First direct quantification of floral handling costs in bees

Floral handling can be energetically costly for bees, yet these costs are rarely measured. We provide the first direct quantification of the metabolic cost of floral buzzing in bumblebees and evaluate its ecological significance. Using flow-through respirometry synchronised with laser vibrometry, we measured carbon dioxide production during buzzing by Bombus terrestris and compared it with flight take-off, which is powered by the same thoracic muscles. Buzzing required high muscular effort, with ∼0.10 J per event and mass-specific power ∼293 W kg⁻¹, and overall costs comparable to take-off because buzzing bouts are longer even though the metabolic rate is lower.

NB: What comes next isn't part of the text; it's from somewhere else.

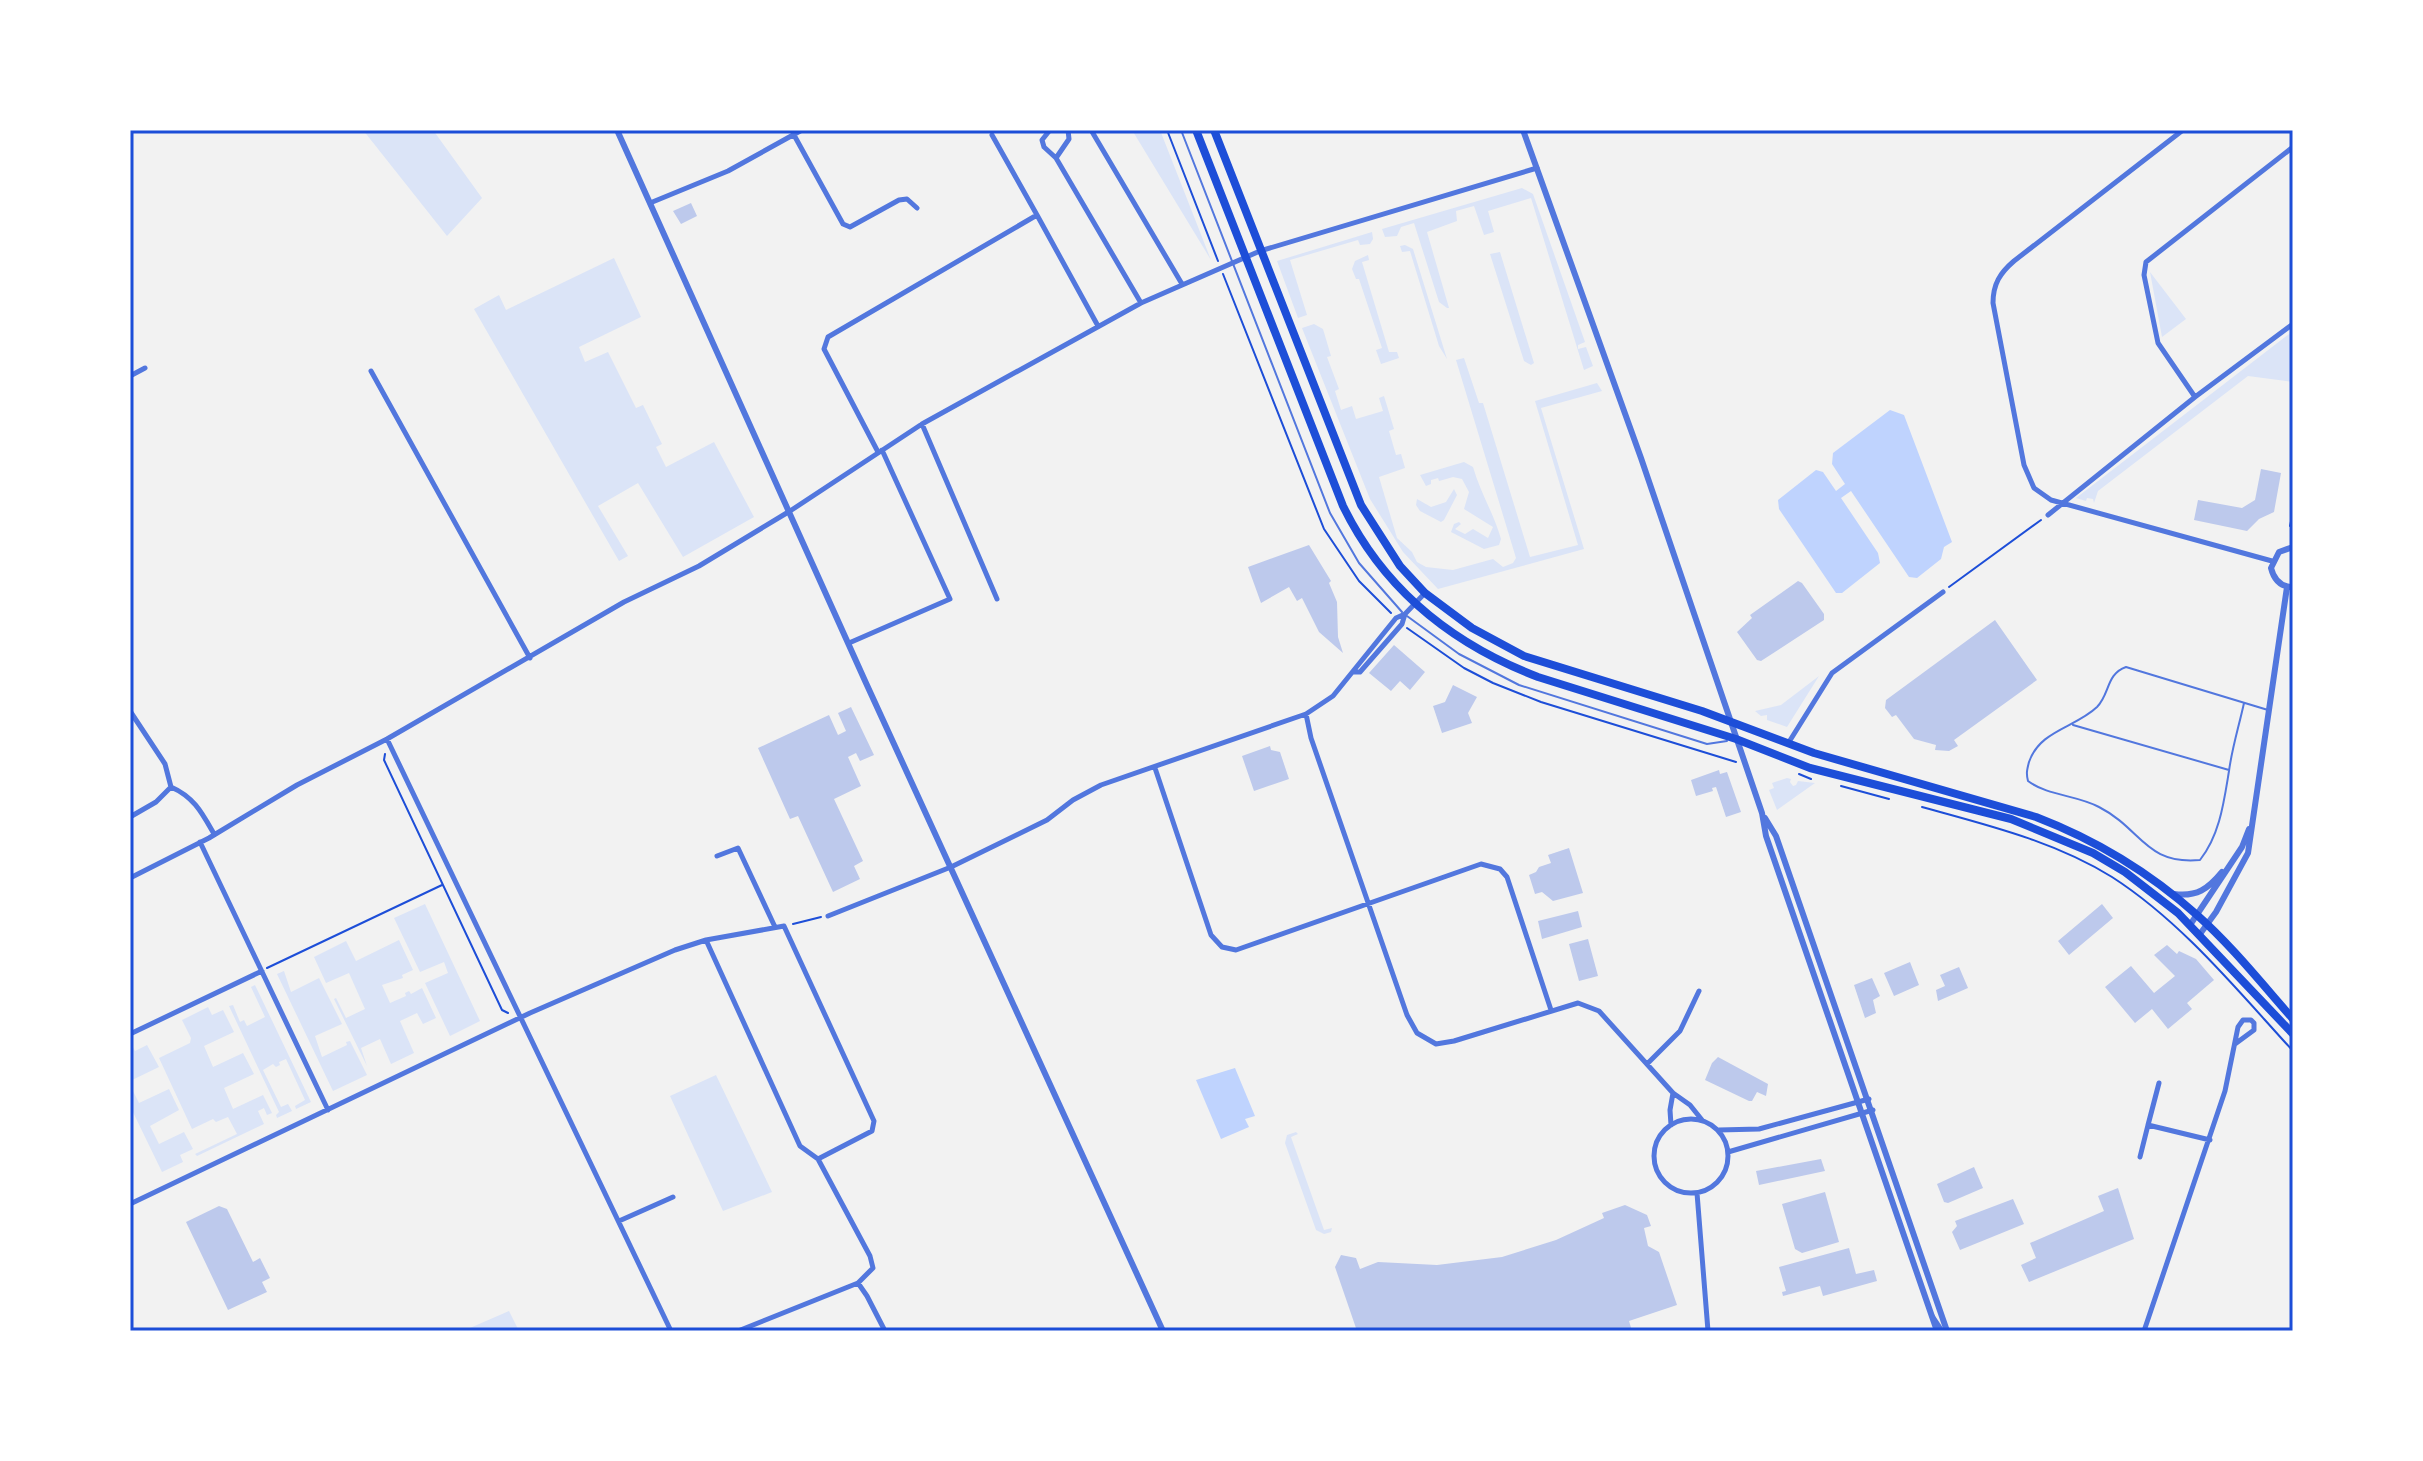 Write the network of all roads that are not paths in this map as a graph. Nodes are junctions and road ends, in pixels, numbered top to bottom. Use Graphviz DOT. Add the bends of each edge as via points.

Absolute metabolic rate increased with body mass, whereas intertegular span did not, implying that transient load rather than structural size better explains energetic demand in short, high-intensity behaviours. Metabolic traits were repeatable within individuals, and colony identity explained additional variance, consistent with genetic or shared environmental effects. Converting costs to nectar equivalents showed that buzzing required slightly more nectar than take-off and that requirements rose as nectar sugar concentration declined. We conclude that floral buzzing is a major, previously unquantified component of bee energy budgets that is likely to shape nectar supplementation, flower sequencing, and plant–pollinator interaction strength.